Start of DATASET EXTRACT

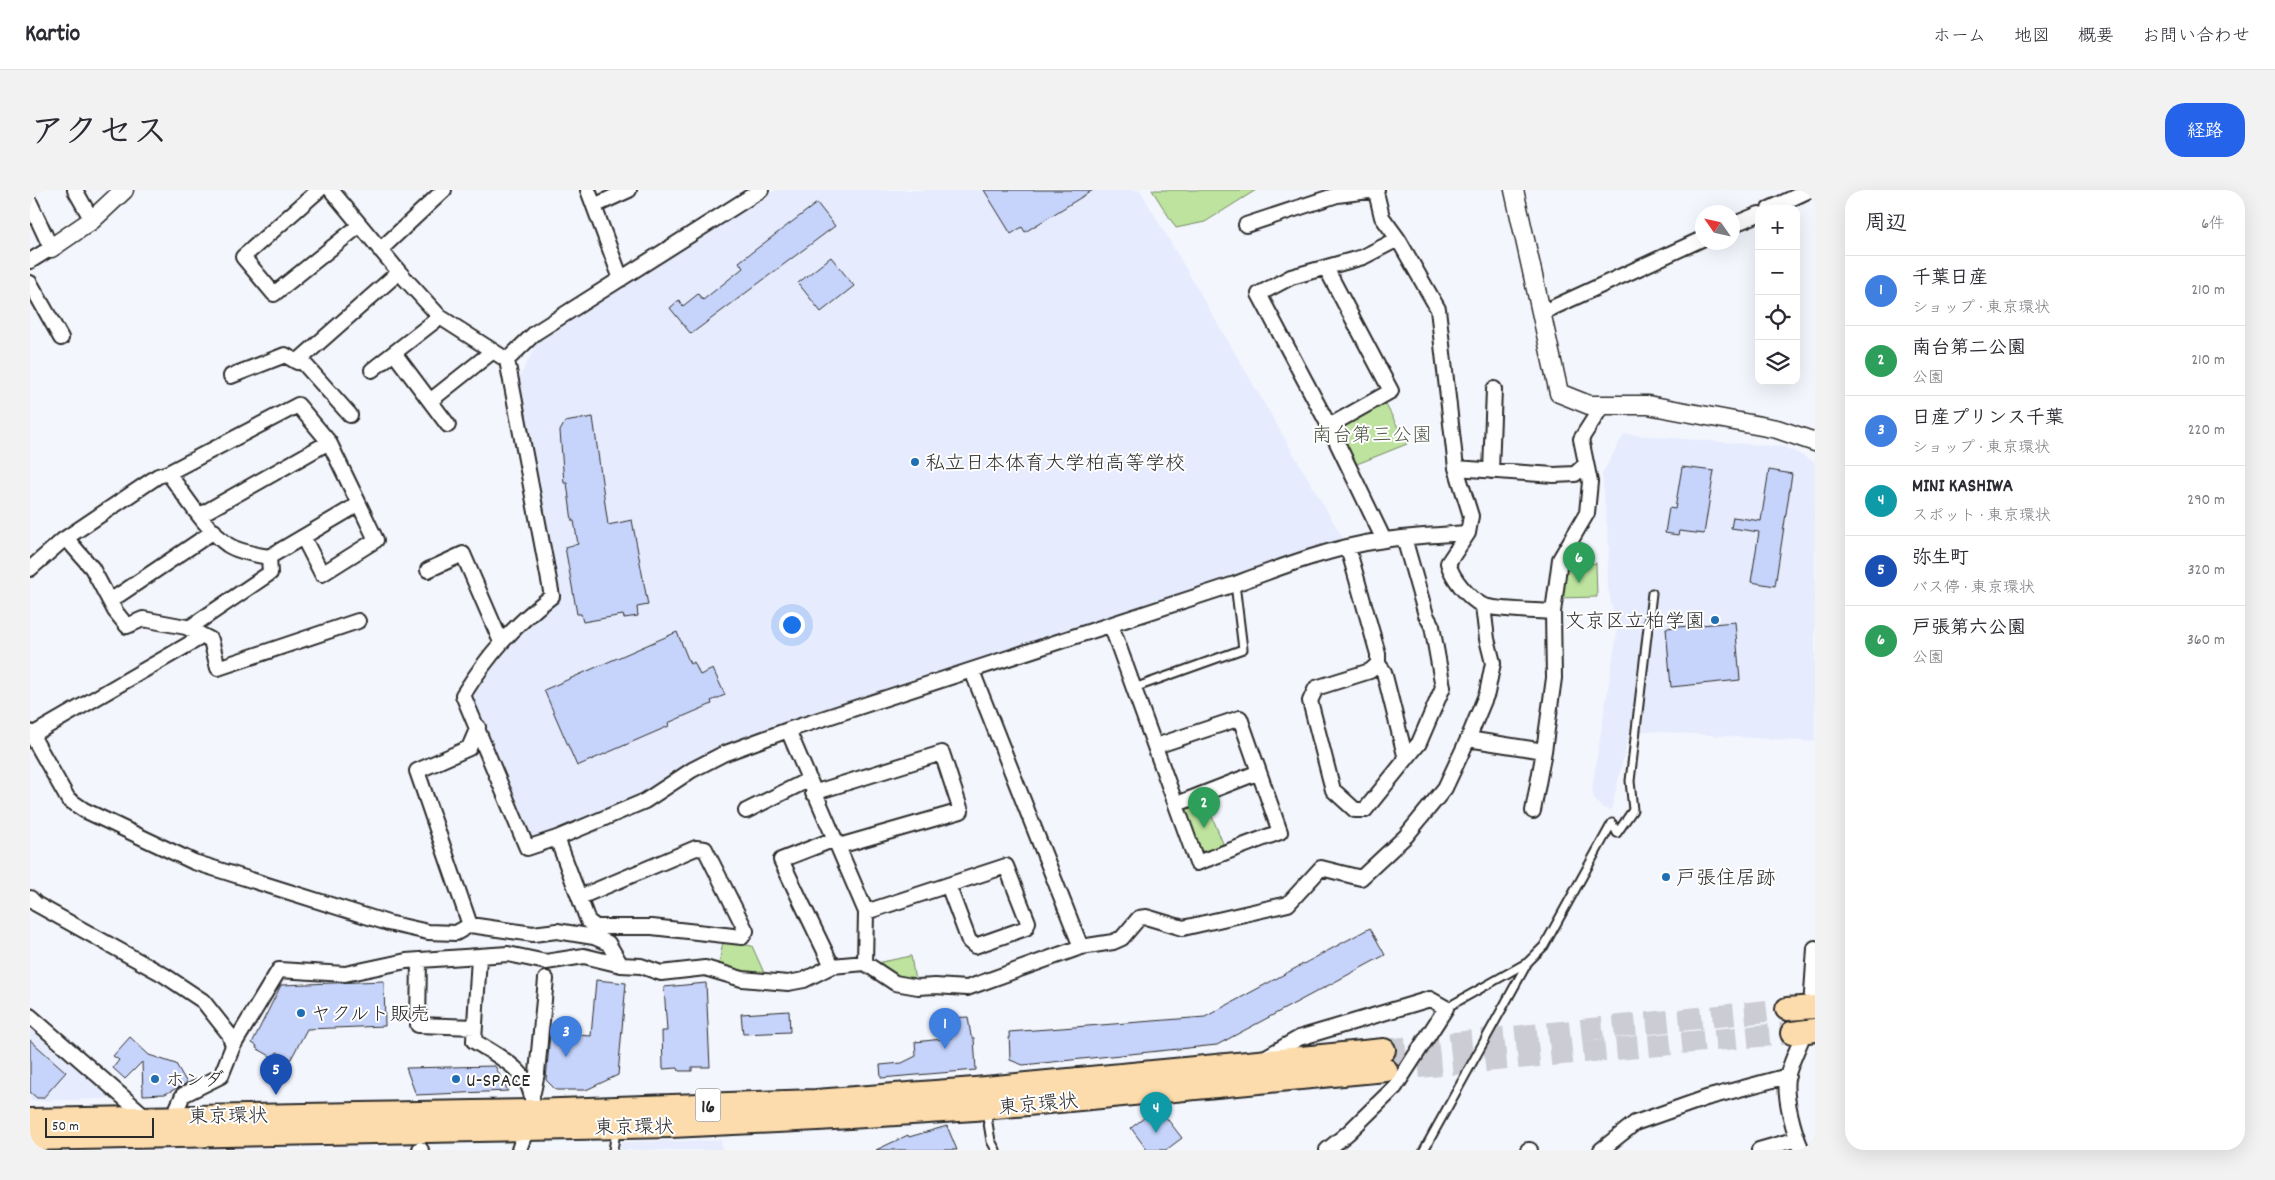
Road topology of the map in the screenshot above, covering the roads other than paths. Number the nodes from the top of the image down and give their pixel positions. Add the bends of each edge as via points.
1 (75, 190) edge
2 (124, 190) edge
3 (319, 190) edge
4 (331, 190) edge
5 (444, 190) edge
6 (588, 190) edge
7 (629, 190) edge
8 (761, 190) edge
9 (1514, 190) edge
10 (1810, 190) edge
11 (1376, 191) edge
12 (30, 203) edge
13 (1778, 205) edge
14 (594, 206) junction
15 (1755, 216) edge
16 (92, 220) junction
17 (1740, 222) edge
18 (360, 225) junction
19 (1246, 225) dead end
20 (1398, 238) junction
21 (1695, 242) edge
22 (51, 248) junction
23 (380, 250) junction
24 (30, 261) edge
25 (1326, 268) junction
26 (399, 272) junction
27 (621, 278) junction
28 (30, 283) edge
29 (1541, 313) junction
30 (440, 317) junction
31 (60, 338) dead end
32 (493, 351) junction
33 (394, 353) junction
34 (300, 359) junction
35 (507, 360) junction
36 (372, 370) dead end
37 (231, 376) dead end
38 (1494, 389) dead end
39 (430, 401) junction
40 (1602, 406) junction
41 (350, 415) dead end
42 (448, 426) dead end
43 (1329, 426) junction
44 (329, 442) junction
45 (1815, 442) edge
46 (1585, 465) junction
47 (1456, 468) junction
48 (1491, 471) junction
49 (168, 473) junction
50 (359, 504) junction
51 (200, 515) junction
52 (214, 531) junction
53 (1468, 533) junction
54 (303, 537) junction
55 (66, 538) junction
56 (1404, 538) junction
57 (1384, 540) junction
58 (1348, 548) junction
59 (269, 556) junction
60 (31, 564) edge
61 (428, 570) dead end
62 (1235, 584) junction
63 (1652, 593) dead end
64 (110, 601) junction
65 (1483, 606) junction
66 (1553, 612) junction
67 (358, 621) dead end
68 (1111, 625) junction
69 (189, 628) junction
70 (203, 636) junction
71 (501, 642) junction
72 (1378, 664) junction
73 (972, 671) junction
74 (1134, 688) junction
75 (478, 727) junction
76 (788, 730) junction
77 (31, 734) edge
78 (1468, 739) junction
79 (1156, 746) junction
80 (1544, 750) junction
81 (1406, 759) junction
82 (1259, 772) junction
83 (811, 787) junction
84 (1177, 804) junction
85 (746, 811) dead end
86 (1533, 811) dead end
87 (557, 838) junction
88 (837, 842) junction
89 (948, 885) junction
90 (580, 897) junction
91 (30, 898) edge
92 (866, 912) junction
93 (470, 925) junction
94 (1081, 947) junction
95 (1815, 948) edge
96 (479, 957) junction
97 (419, 960) junction
98 (1528, 962) junction
99 (864, 963) junction
100 (621, 965) junction
101 (832, 966) junction
102 (546, 979) dead end
103 (1813, 1007) edge
104 (1446, 1008) junction
105 (1786, 1009) tunnel mouth
106 (30, 1016) edge
107 (475, 1028) junction
108 (1804, 1032) edge
109 (234, 1046) junction
110 (1258, 1061) junction
111 (1788, 1076) junction
112 (985, 1108) junction
113 (174, 1116) junction
114 (146, 1117) junction
115 (30, 1120) edge
116 (530, 1121) edge
117 (614, 1138) dead end
118 (30, 1139) edge
119 (112, 1144) edge
120 (1800, 1144) edge
121 (1606, 1149) edge
122 (519, 1150) edge
123 (613, 1150) edge
124 (996, 1150) edge
125 (1327, 1150) edge
126 (1424, 1150) edge
127 (1759, 1150) edge

1 - 16 street
2 - 16 street
3 - 18 street via 243,257 274,294
4 - 18 street
5 - 23 street
6 - 14 street
7 - 14 street
8 - 27 street
9 - 29 street
10 - 13 street
11 - 19 street via 1337,195
11 - 20 street via 1382,217
12 - 22 street
14 - 27 street
15 - 17 street
16 - 22 street
18 - 23 street
20 - 25 street via 1363,258
20 - 47 street via 1438,309
21 - 29 street
22 - 24 street
23 - 26 street
25 - 43 street via 1391,391
25 - 43 street via 1290,277 1259,294
26 - 30 street
26 - 34 street
27 - 35 street via 535,333
28 - 31 street
29 - 40 street via 1558,393 1588,405
30 - 32 street
30 - 33 street
32 - 35 street
32 - 39 street
33 - 36 street
33 - 39 street
34 - 37 street via 296,362 285,355
34 - 41 street
35 - 71 street via 552,596 522,619
38 - 48 street
39 - 42 street
40 - 45 street via 1648,405 1777,429
40 - 46 street via 1581,438
43 - 57 street
44 - 49 street via 298,405
44 - 50 street
44 - 51 street
46 - 48 street via 1575,474
46 - 66 street via 1590,482 1587,513 1560,559
47 - 48 street
47 - 53 street via 1471,516
49 - 51 street
49 - 55 street via 158,476
50 - 54 street
50 - 54 street via 376,540 322,574
51 - 52 street
52 - 59 street via 228,545
52 - 64 street
53 - 56 street
53 - 65 street via 1448,564 1451,574
54 - 59 street
55 - 60 street
55 - 64 street via 92,568
56 - 57 street
56 - 81 street via 1432,626 1443,687 1419,743
57 - 58 street
58 - 62 street via 1287,564
58 - 72 street via 1378,654
59 - 69 street via 270,573
61 - 71 street via 463,554
62 - 68 street
62 - 74 lane via 1243,649
63 - 98 lane via 1630,781 1633,810 1617,833 1612,823 1544,946
64 - 69 street via 127,626 143,618
65 - 66 street
65 - 78 street via 1493,663 1487,693
66 - 80 street via 1554,678
67 - 70 street via 218,668 211,640
68 - 73 street
68 - 74 street
69 - 70 street
70 - 77 street
71 - 75 street via 463,695
72 - 81 street via 1384,672
72 - 81 street via 1370,671 1316,688 1310,701 1333,790 1355,810 1365,810
73 - 76 street
73 - 94 street
74 - 79 street
75 - 87 street via 527,848
75 - 93 street via 469,748 417,771
76 - 83 street
76 - 87 street via 723,754 645,801
77 - 93 street via 68,799 84,810 194,862 388,923 428,932 456,933
78 - 80 street
78 - 94 street via 1444,788 1406,836 1361,878 1322,868 1288,904 1183,928 1146,917 1138,918 1122,938
79 - 82 street via 1240,718
79 - 84 street
80 - 86 street
82 - 84 street
82 - 84 street via 1280,832 1198,863
83 - 85 street
83 - 88 street
83 - 88 street via 942,753 961,811
87 - 90 street
88 - 92 street
88 - 101 street via 781,860
89 - 89 street via 1006,866 1028,922 1026,928 975,946 969,942
89 - 92 street
90 - 90 street via 588,921 596,927 652,927 742,937 746,932 705,849 696,848
91 - 109 street via 203,1001 229,1034
92 - 99 street
93 - 100 street via 533,934 556,931 594,937 608,944
94 - 99 street via 967,988 895,984
95 - 103 street
96 - 97 street
96 - 100 street via 508,954 546,962 584,956
96 - 107 street
97 - 107 street via 418,1025
97 - 109 street via 346,974 279,970
98 - 104 lane
98 - 126 lane
99 - 101 street
100 - 101 street via 641,966 661,973 705,968 742,979 788,984
102 - 116 street via 538,1074
103 - 105 highway
104 - 110 street via 1430,999 1299,1038
104 - 125 street via 1395,1086
106 - 114 street
107 - 116 street via 474,1041 516,1068
108 - 111 street
109 - 113 street via 221,1076 183,1095
110 - 112 highway, 東京環状 / 16 via 1385,1060
110 - 116 highway, 東京環状 / 16 via 974,1089
111 - 120 street via 1786,1088
111 - 121 street via 1706,1098 1635,1122
112 - 116 highway, 東京環状 / 16 via 671,1126
112 - 124 lane via 991,1141
113 - 114 highway, 東京環状 / 16
113 - 116 highway, 東京環状 / 16
114 - 115 highway, 東京環状 / 16
116 - 119 highway, 東京環状 / 16
116 - 122 street
117 - 123 lane
118 - 119 highway, 東京環状 / 16
120 - 127 street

End of DATASET EXTRACT

WHAT YOU HAVE TO DO -
Wherever a picture appears, omit it; copy the rest of the data exactly.

FINISHED TASK -
Road topology of the map in the screenshot above, covering the roads other than paths. Number the nodes from the top of the image down and give their pixel positions. Add the bends of each edge as via points.
1 (75, 190) edge
2 (124, 190) edge
3 (319, 190) edge
4 (331, 190) edge
5 (444, 190) edge
6 (588, 190) edge
7 (629, 190) edge
8 (761, 190) edge
9 (1514, 190) edge
10 (1810, 190) edge
11 (1376, 191) edge
12 (30, 203) edge
13 (1778, 205) edge
14 (594, 206) junction
15 (1755, 216) edge
16 (92, 220) junction
17 (1740, 222) edge
18 (360, 225) junction
19 (1246, 225) dead end
20 (1398, 238) junction
21 (1695, 242) edge
22 (51, 248) junction
23 (380, 250) junction
24 (30, 261) edge
25 (1326, 268) junction
26 (399, 272) junction
27 (621, 278) junction
28 (30, 283) edge
29 (1541, 313) junction
30 (440, 317) junction
31 (60, 338) dead end
32 (493, 351) junction
33 (394, 353) junction
34 (300, 359) junction
35 (507, 360) junction
36 (372, 370) dead end
37 (231, 376) dead end
38 (1494, 389) dead end
39 (430, 401) junction
40 (1602, 406) junction
41 (350, 415) dead end
42 (448, 426) dead end
43 (1329, 426) junction
44 (329, 442) junction
45 (1815, 442) edge
46 (1585, 465) junction
47 (1456, 468) junction
48 (1491, 471) junction
49 (168, 473) junction
50 (359, 504) junction
51 (200, 515) junction
52 (214, 531) junction
53 (1468, 533) junction
54 (303, 537) junction
55 (66, 538) junction
56 (1404, 538) junction
57 (1384, 540) junction
58 (1348, 548) junction
59 (269, 556) junction
60 (31, 564) edge
61 (428, 570) dead end
62 (1235, 584) junction
63 (1652, 593) dead end
64 (110, 601) junction
65 (1483, 606) junction
66 (1553, 612) junction
67 (358, 621) dead end
68 (1111, 625) junction
69 (189, 628) junction
70 (203, 636) junction
71 (501, 642) junction
72 (1378, 664) junction
73 (972, 671) junction
74 (1134, 688) junction
75 (478, 727) junction
76 (788, 730) junction
77 (31, 734) edge
78 (1468, 739) junction
79 (1156, 746) junction
80 (1544, 750) junction
81 (1406, 759) junction
82 (1259, 772) junction
83 (811, 787) junction
84 (1177, 804) junction
85 (746, 811) dead end
86 (1533, 811) dead end
87 (557, 838) junction
88 (837, 842) junction
89 (948, 885) junction
90 (580, 897) junction
91 (30, 898) edge
92 (866, 912) junction
93 (470, 925) junction
94 (1081, 947) junction
95 (1815, 948) edge
96 (479, 957) junction
97 (419, 960) junction
98 (1528, 962) junction
99 (864, 963) junction
100 (621, 965) junction
101 (832, 966) junction
102 (546, 979) dead end
103 (1813, 1007) edge
104 (1446, 1008) junction
105 (1786, 1009) tunnel mouth
106 (30, 1016) edge
107 (475, 1028) junction
108 (1804, 1032) edge
109 (234, 1046) junction
110 (1258, 1061) junction
111 (1788, 1076) junction
112 (985, 1108) junction
113 (174, 1116) junction
114 (146, 1117) junction
115 (30, 1120) edge
116 (530, 1121) edge
117 (614, 1138) dead end
118 (30, 1139) edge
119 (112, 1144) edge
120 (1800, 1144) edge
121 (1606, 1149) edge
122 (519, 1150) edge
123 (613, 1150) edge
124 (996, 1150) edge
125 (1327, 1150) edge
126 (1424, 1150) edge
127 (1759, 1150) edge

1 - 16 street
2 - 16 street
3 - 18 street via 243,257 274,294
4 - 18 street
5 - 23 street
6 - 14 street
7 - 14 street
8 - 27 street
9 - 29 street
10 - 13 street
11 - 19 street via 1337,195
11 - 20 street via 1382,217
12 - 22 street
14 - 27 street
15 - 17 street
16 - 22 street
18 - 23 street
20 - 25 street via 1363,258
20 - 47 street via 1438,309
21 - 29 street
22 - 24 street
23 - 26 street
25 - 43 street via 1391,391
25 - 43 street via 1290,277 1259,294
26 - 30 street
26 - 34 street
27 - 35 street via 535,333
28 - 31 street
29 - 40 street via 1558,393 1588,405
30 - 32 street
30 - 33 street
32 - 35 street
32 - 39 street
33 - 36 street
33 - 39 street
34 - 37 street via 296,362 285,355
34 - 41 street
35 - 71 street via 552,596 522,619
38 - 48 street
39 - 42 street
40 - 45 street via 1648,405 1777,429
40 - 46 street via 1581,438
43 - 57 street
44 - 49 street via 298,405
44 - 50 street
44 - 51 street
46 - 48 street via 1575,474
46 - 66 street via 1590,482 1587,513 1560,559
47 - 48 street
47 - 53 street via 1471,516
49 - 51 street
49 - 55 street via 158,476
50 - 54 street
50 - 54 street via 376,540 322,574
51 - 52 street
52 - 59 street via 228,545
52 - 64 street
53 - 56 street
53 - 65 street via 1448,564 1451,574
54 - 59 street
55 - 60 street
55 - 64 street via 92,568
56 - 57 street
56 - 81 street via 1432,626 1443,687 1419,743
57 - 58 street
58 - 62 street via 1287,564
58 - 72 street via 1378,654
59 - 69 street via 270,573
61 - 71 street via 463,554
62 - 68 street
62 - 74 lane via 1243,649
63 - 98 lane via 1630,781 1633,810 1617,833 1612,823 1544,946
64 - 69 street via 127,626 143,618
65 - 66 street
65 - 78 street via 1493,663 1487,693
66 - 80 street via 1554,678
67 - 70 street via 218,668 211,640
68 - 73 street
68 - 74 street
69 - 70 street
70 - 77 street
71 - 75 street via 463,695
72 - 81 street via 1384,672
72 - 81 street via 1370,671 1316,688 1310,701 1333,790 1355,810 1365,810
73 - 76 street
73 - 94 street
74 - 79 street
75 - 87 street via 527,848
75 - 93 street via 469,748 417,771
76 - 83 street
76 - 87 street via 723,754 645,801
77 - 93 street via 68,799 84,810 194,862 388,923 428,932 456,933
78 - 80 street
78 - 94 street via 1444,788 1406,836 1361,878 1322,868 1288,904 1183,928 1146,917 1138,918 1122,938
79 - 82 street via 1240,718
79 - 84 street
80 - 86 street
82 - 84 street
82 - 84 street via 1280,832 1198,863
83 - 85 street
83 - 88 street
83 - 88 street via 942,753 961,811
87 - 90 street
88 - 92 street
88 - 101 street via 781,860
89 - 89 street via 1006,866 1028,922 1026,928 975,946 969,942
89 - 92 street
90 - 90 street via 588,921 596,927 652,927 742,937 746,932 705,849 696,848
91 - 109 street via 203,1001 229,1034
92 - 99 street
93 - 100 street via 533,934 556,931 594,937 608,944
94 - 99 street via 967,988 895,984
95 - 103 street
96 - 97 street
96 - 100 street via 508,954 546,962 584,956
96 - 107 street
97 - 107 street via 418,1025
97 - 109 street via 346,974 279,970
98 - 104 lane
98 - 126 lane
99 - 101 street
100 - 101 street via 641,966 661,973 705,968 742,979 788,984
102 - 116 street via 538,1074
103 - 105 highway
104 - 110 street via 1430,999 1299,1038
104 - 125 street via 1395,1086
106 - 114 street
107 - 116 street via 474,1041 516,1068
108 - 111 street
109 - 113 street via 221,1076 183,1095
110 - 112 highway, 東京環状 / 16 via 1385,1060
110 - 116 highway, 東京環状 / 16 via 974,1089
111 - 120 street via 1786,1088
111 - 121 street via 1706,1098 1635,1122
112 - 116 highway, 東京環状 / 16 via 671,1126
112 - 124 lane via 991,1141
113 - 114 highway, 東京環状 / 16
113 - 116 highway, 東京環状 / 16
114 - 115 highway, 東京環状 / 16
116 - 119 highway, 東京環状 / 16
116 - 122 street
117 - 123 lane
118 - 119 highway, 東京環状 / 16
120 - 127 street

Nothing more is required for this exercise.